About this task
Go through the listing beneath this task and return every line that carries the string "Королёва".

BEGIN Materials provided

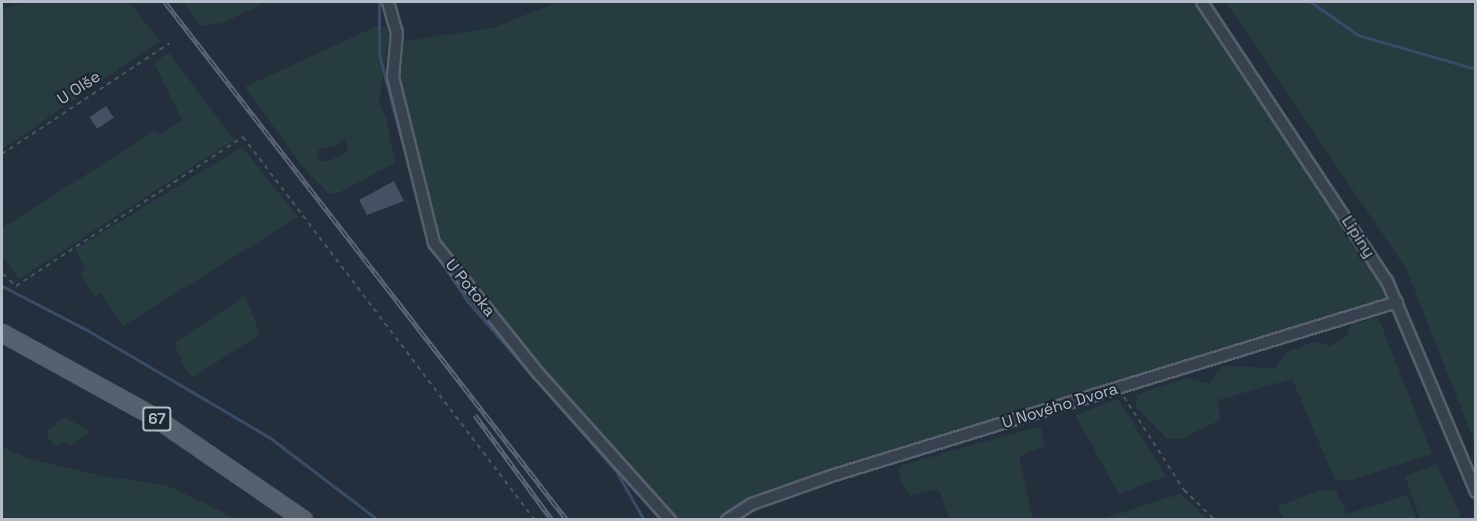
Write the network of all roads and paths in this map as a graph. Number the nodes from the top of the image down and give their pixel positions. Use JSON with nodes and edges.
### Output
{"nodes":[{"id":1,"x":388,"y":2,"type":"edge"},
{"id":2,"x":1202,"y":2,"type":"edge"},
{"id":3,"x":170,"y":43,"type":"dead end"},
{"id":4,"x":2,"y":154,"type":"edge"},
{"id":5,"x":3,"y":274,"type":"edge"},
{"id":6,"x":1397,"y":302,"type":"junction"},
{"id":7,"x":2,"y":333,"type":"edge"},
{"id":8,"x":1118,"y":388,"type":"junction"},
{"id":9,"x":1476,"y":492,"type":"edge"},
{"id":10,"x":304,"y":519,"type":"edge"},
{"id":11,"x":535,"y":519,"type":"edge"},
{"id":12,"x":670,"y":519,"type":"edge"},
{"id":13,"x":727,"y":519,"type":"edge"},
{"id":14,"x":1215,"y":519,"type":"edge"}],
"edges":[{"from":1,"to":12,"type":"street","name":"U Potoka"},
{"from":2,"to":6,"type":"street","name":"Lipiny"},
{"from":3,"to":4,"type":"path","name":"U Olše"},
{"from":5,"to":11,"type":"path"},
{"from":6,"to":8,"type":"street","name":"U Nového Dvora"},
{"from":6,"to":9,"type":"street","name":"Lipiny"},
{"from":7,"to":10,"type":"main road","number":"67"},
{"from":8,"to":13,"type":"street","name":"U Nového Dvora"},
{"from":8,"to":14,"type":"path"}]}
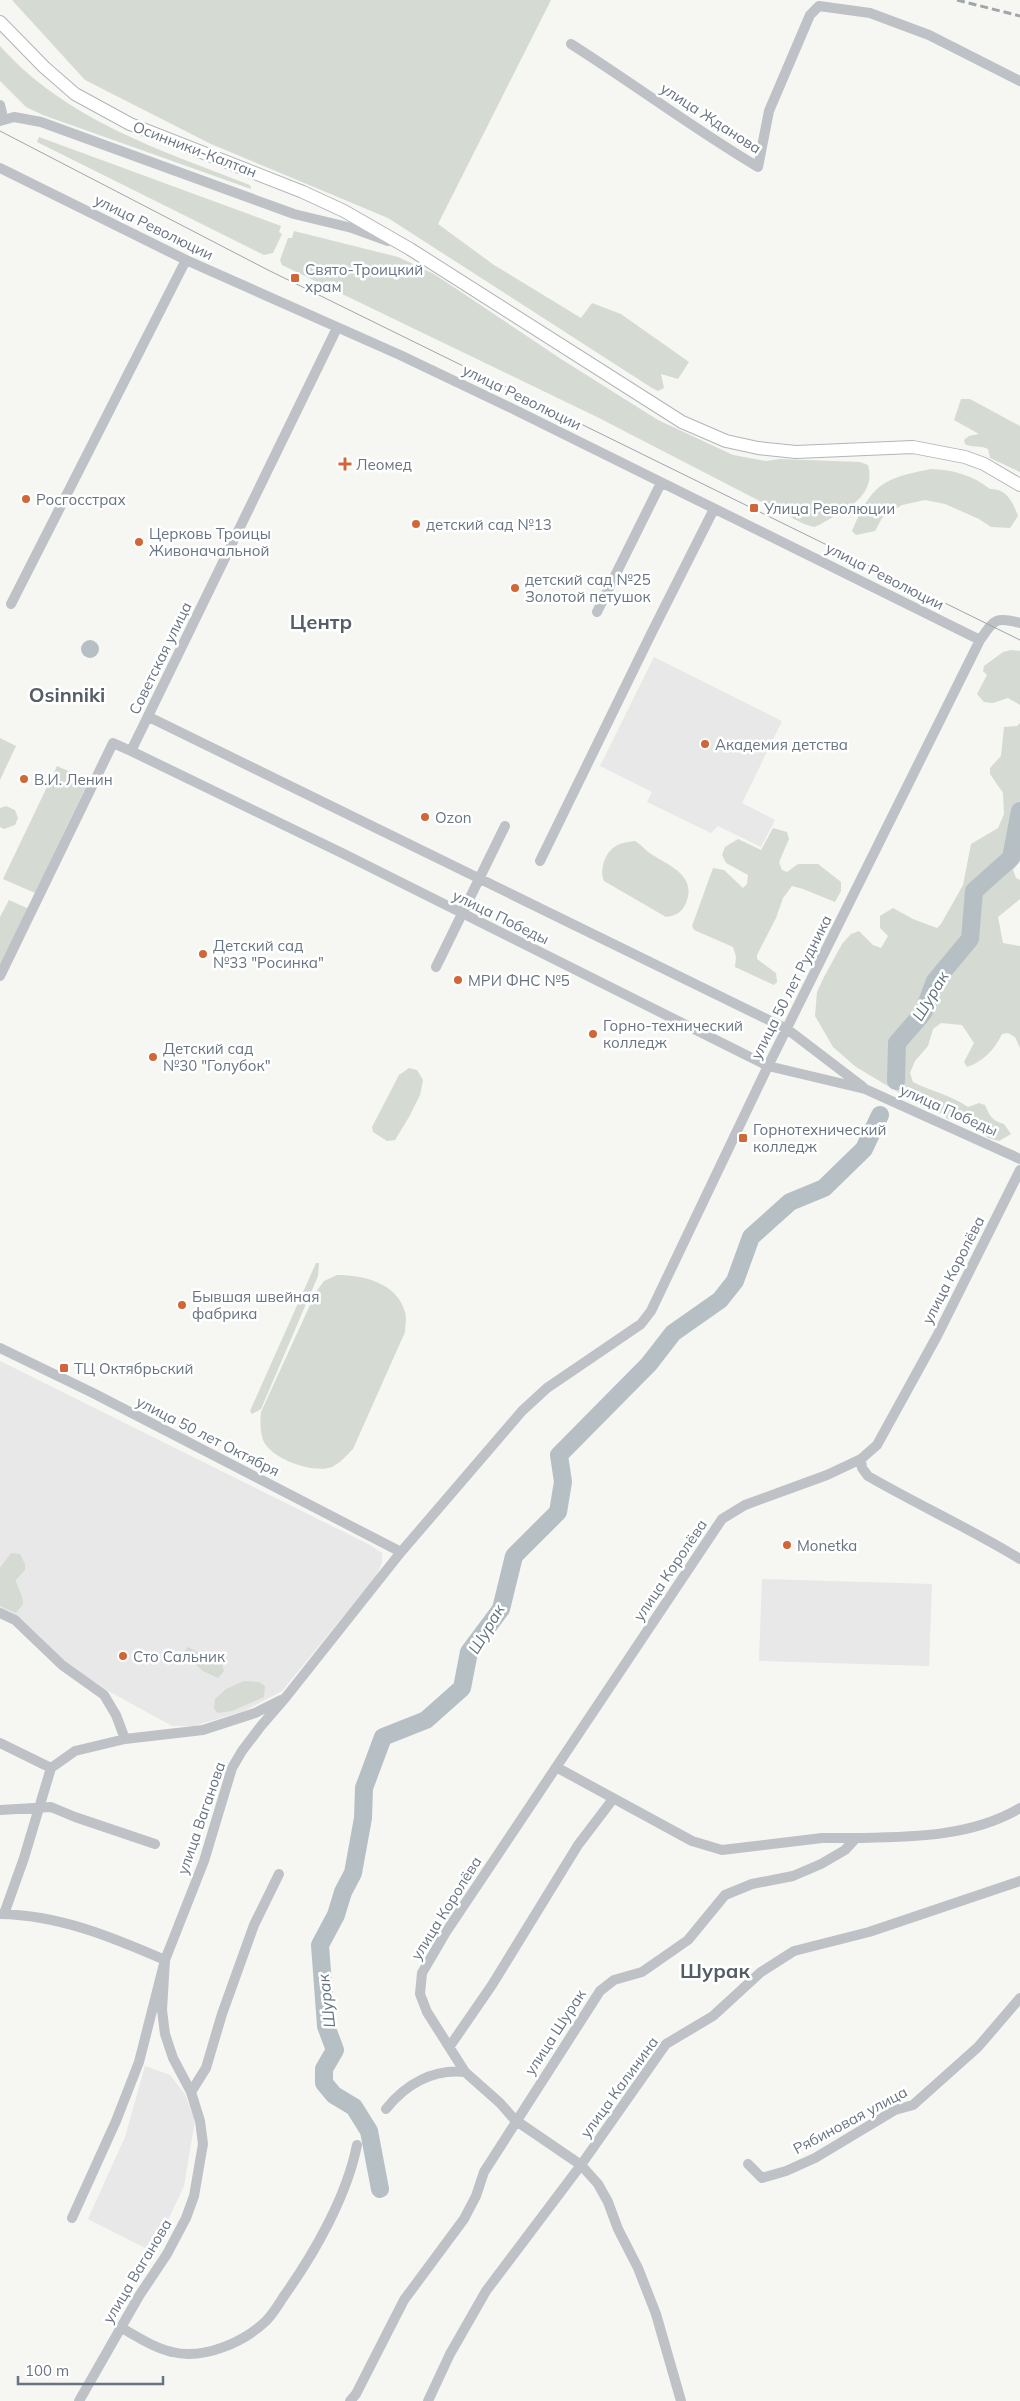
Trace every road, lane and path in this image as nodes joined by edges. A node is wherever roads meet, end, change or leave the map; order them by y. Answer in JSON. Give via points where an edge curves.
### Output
{"nodes":[{"id":1,"x":0,"y":22,"type":"edge"},
{"id":2,"x":571,"y":44,"type":"dead end"},
{"id":3,"x":1020,"y":81,"type":"edge"},
{"id":4,"x":0,"y":105,"type":"edge"},
{"id":5,"x":0,"y":120,"type":"edge"},
{"id":6,"x":0,"y":168,"type":"edge"},
{"id":7,"x":410,"y":249,"type":"junction"},
{"id":8,"x":186,"y":260,"type":"junction"},
{"id":9,"x":337,"y":328,"type":"junction"},
{"id":10,"x":1003,"y":476,"type":"junction"},
{"id":11,"x":661,"y":483,"type":"junction"},
{"id":12,"x":1020,"y":486,"type":"edge"},
{"id":13,"x":1020,"y":495,"type":"edge"},
{"id":14,"x":714,"y":509,"type":"junction"},
{"id":15,"x":11,"y":604,"type":"dead end"},
{"id":16,"x":597,"y":612,"type":"dead end"},
{"id":17,"x":1020,"y":623,"type":"edge"},
{"id":18,"x":980,"y":640,"type":"junction"},
{"id":19,"x":148,"y":716,"type":"junction"},
{"id":20,"x":131,"y":751,"type":"junction"},
{"id":21,"x":505,"y":826,"type":"dead end"},
{"id":22,"x":540,"y":861,"type":"dead end"},
{"id":23,"x":480,"y":879,"type":"junction"},
{"id":24,"x":462,"y":914,"type":"junction"},
{"id":25,"x":436,"y":967,"type":"dead end"},
{"id":26,"x":0,"y":976,"type":"edge"},
{"id":27,"x":786,"y":1029,"type":"junction"},
{"id":28,"x":768,"y":1066,"type":"junction"},
{"id":29,"x":866,"y":1089,"type":"junction"},
{"id":30,"x":1020,"y":1159,"type":"edge"},
{"id":31,"x":1020,"y":1170,"type":"edge"},
{"id":32,"x":0,"y":1348,"type":"edge"},
{"id":33,"x":861,"y":1459,"type":"junction"},
{"id":34,"x":401,"y":1552,"type":"junction"},
{"id":35,"x":1020,"y":1559,"type":"edge"},
{"id":36,"x":0,"y":1613,"type":"edge"},
{"id":37,"x":286,"y":1697,"type":"junction"},
{"id":38,"x":126,"y":1739,"type":"junction"},
{"id":39,"x":0,"y":1743,"type":"edge"},
{"id":40,"x":51,"y":1768,"type":"junction"},
{"id":41,"x":556,"y":1768,"type":"junction"},
{"id":42,"x":613,"y":1799,"type":"junction"},
{"id":43,"x":1020,"y":1808,"type":"edge"},
{"id":44,"x":37,"y":1809,"type":"junction"},
{"id":45,"x":0,"y":1810,"type":"edge"},
{"id":46,"x":856,"y":1838,"type":"junction"},
{"id":47,"x":155,"y":1844,"type":"dead end"},
{"id":48,"x":279,"y":1874,"type":"dead end"},
{"id":49,"x":1020,"y":1881,"type":"edge"},
{"id":50,"x":2,"y":1914,"type":"edge"},
{"id":51,"x":165,"y":1960,"type":"junction"},
{"id":52,"x":1020,"y":1998,"type":"edge"},
{"id":53,"x":450,"y":2046,"type":"junction"},
{"id":54,"x":465,"y":2072,"type":"junction"},
{"id":55,"x":191,"y":2092,"type":"junction"},
{"id":56,"x":386,"y":2109,"type":"dead end"},
{"id":57,"x":515,"y":2120,"type":"junction"},
{"id":58,"x":357,"y":2145,"type":"dead end"},
{"id":59,"x":748,"y":2164,"type":"dead end"},
{"id":60,"x":580,"y":2165,"type":"junction"},
{"id":61,"x":72,"y":2218,"type":"dead end"},
{"id":62,"x":120,"y":2327,"type":"junction"},
{"id":63,"x":79,"y":2401,"type":"edge"},
{"id":64,"x":350,"y":2401,"type":"edge"},
{"id":65,"x":428,"y":2401,"type":"edge"},
{"id":66,"x":681,"y":2401,"type":"edge"}],
"edges":[{"from":1,"to":7,"type":"main road","name":"Осинники-Калтан","via":[[75,94],[130,124],[303,192],[344,211]]},
{"from":2,"to":3,"type":"street","name":"улица Жданова","via":[[758,167],[769,111],[810,16],[819,6],[870,13],[929,35]]},
{"from":4,"to":5,"type":"street"},
{"from":5,"to":7,"type":"street","via":[[14,117],[41,122],[294,214],[352,228]]},
{"from":6,"to":8,"type":"street","name":"улица Революции"},
{"from":7,"to":10,"type":"main road","name":"Осинники-Калтан","via":[[682,422],[726,441],[796,452],[913,447],[965,457]]},
{"from":8,"to":9,"type":"street","name":"улица Революции"},
{"from":8,"to":15,"type":"street"},
{"from":9,"to":11,"type":"street","name":"улица Революции","via":[[509,407]]},
{"from":9,"to":19,"type":"street","name":"Советская улица"},
{"from":10,"to":12,"type":"main road","name":"Осинники-Калтан"},
{"from":10,"to":13,"type":"main road"},
{"from":11,"to":14,"type":"street","name":"улица Революции"},
{"from":11,"to":16,"type":"street"},
{"from":14,"to":18,"type":"street","name":"улица Революции"},
{"from":14,"to":22,"type":"street"},
{"from":17,"to":18,"type":"street","via":[[1003,618],[994,621]]},
{"from":18,"to":27,"type":"street","name":"улица 50 лет Рудника"},
{"from":19,"to":20,"type":"street","name":"Советская улица"},
{"from":19,"to":23,"type":"street","name":"улица Победы"},
{"from":20,"to":24,"type":"street","name":"улица Победы"},
{"from":20,"to":26,"type":"street","via":[[113,743]]},
{"from":21,"to":23,"type":"street"},
{"from":23,"to":24,"type":"street"},
{"from":23,"to":27,"type":"street","name":"улица Победы"},
{"from":24,"to":25,"type":"street"},
{"from":24,"to":28,"type":"street","name":"улица Победы"},
{"from":27,"to":28,"type":"street","name":"улица 50 лет Рудника"},
{"from":27,"to":29,"type":"street","name":"улица Победы"},
{"from":28,"to":29,"type":"street","name":"улица Победы"},
{"from":28,"to":34,"type":"street","name":"улица 50 лет Рудника","via":[[651,1311],[641,1324],[546,1388],[522,1411]]},
{"from":29,"to":30,"type":"street","name":"улица Победы"},
{"from":31,"to":33,"type":"street","name":"улица Королёва","via":[[885,1433]]},
{"from":32,"to":34,"type":"street","name":"улица 50 лет Октября"},
{"from":33,"to":35,"type":"street","via":[[862,1468],[868,1476]]},
{"from":33,"to":41,"type":"street","name":"улица Королёва","via":[[813,1481],[744,1505],[722,1519]]},
{"from":34,"to":37,"type":"street","name":"улица Ваганова"},
{"from":36,"to":38,"type":"street","via":[[15,1620],[62,1665],[104,1695]]},
{"from":37,"to":38,"type":"street","via":[[255,1713],[203,1730]]},
{"from":37,"to":51,"type":"street","name":"улица Ваганова","via":[[242,1750],[232,1768],[204,1861]]},
{"from":38,"to":40,"type":"street","via":[[76,1751]]},
{"from":39,"to":40,"type":"street"},
{"from":40,"to":44,"type":"street"},
{"from":41,"to":42,"type":"street"},
{"from":41,"to":53,"type":"street","name":"улица Королёва","via":[[422,1973],[420,1994],[427,2012]]},
{"from":42,"to":46,"type":"street","via":[[692,1841],[722,1850],[822,1838]]},
{"from":42,"to":53,"type":"street","via":[[578,1845],[492,1985]]},
{"from":43,"to":46,"type":"street","via":[[983,1824],[926,1837]]},
{"from":44,"to":45,"type":"street"},
{"from":44,"to":47,"type":"street","via":[[51,1807]]},
{"from":44,"to":50,"type":"street","via":[[24,1858]]},
{"from":46,"to":57,"type":"street","name":"улица Шурак","via":[[845,1850],[821,1864],[793,1876],[752,1884],[725,1895],[688,1940],[642,1972],[614,1980],[606,1986]]},
{"from":48,"to":55,"type":"street","via":[[254,1926],[206,2068]]},
{"from":49,"to":60,"type":"street","name":"улица Калинина","via":[[869,1932],[794,1950],[761,1972],[713,2016],[666,2044]]},
{"from":50,"to":51,"type":"street","via":[[63,1921]]},
{"from":51,"to":55,"type":"street","name":"улица Ваганова","via":[[162,2010],[165,2034],[173,2058]]},
{"from":51,"to":61,"type":"street","name":"улица Ваганова","via":[[138,2062],[116,2121]]},
{"from":52,"to":59,"type":"street","name":"Рябиновая улица","via":[[978,2047],[914,2105],[895,2110],[815,2158],[786,2171],[762,2178]]},
{"from":53,"to":54,"type":"street","name":"улица Королёва"},
{"from":54,"to":56,"type":"street","via":[[450,2070],[417,2080]]},
{"from":54,"to":57,"type":"street"},
{"from":55,"to":62,"type":"street","name":"улица Ваганова","via":[[203,2144],[194,2196],[167,2254]]},
{"from":57,"to":60,"type":"street"},
{"from":57,"to":64,"type":"street","name":"улица Шурак","via":[[484,2172],[464,2219],[404,2300]]},
{"from":58,"to":62,"type":"street","via":[[353,2168],[309,2258],[267,2320],[246,2337],[219,2349],[196,2354],[172,2352]]},
{"from":60,"to":65,"type":"street","name":"улица Калинина","via":[[486,2290]]},
{"from":60,"to":66,"type":"street","via":[[598,2184],[638,2268],[665,2341]]},
{"from":62,"to":63,"type":"street","name":"улица Ваганова"}]}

END Materials provided

Solution for this exercise
{"from":31,"to":33,"type":"street","name":"улица Королёва","via":[[885,1433]]},
{"from":33,"to":41,"type":"street","name":"улица Королёва","via":[[813,1481],[744,1505],[722,1519]]},
{"from":41,"to":53,"type":"street","name":"улица Королёва","via":[[422,1973],[420,1994],[427,2012]]},
{"from":53,"to":54,"type":"street","name":"улица Королёва"},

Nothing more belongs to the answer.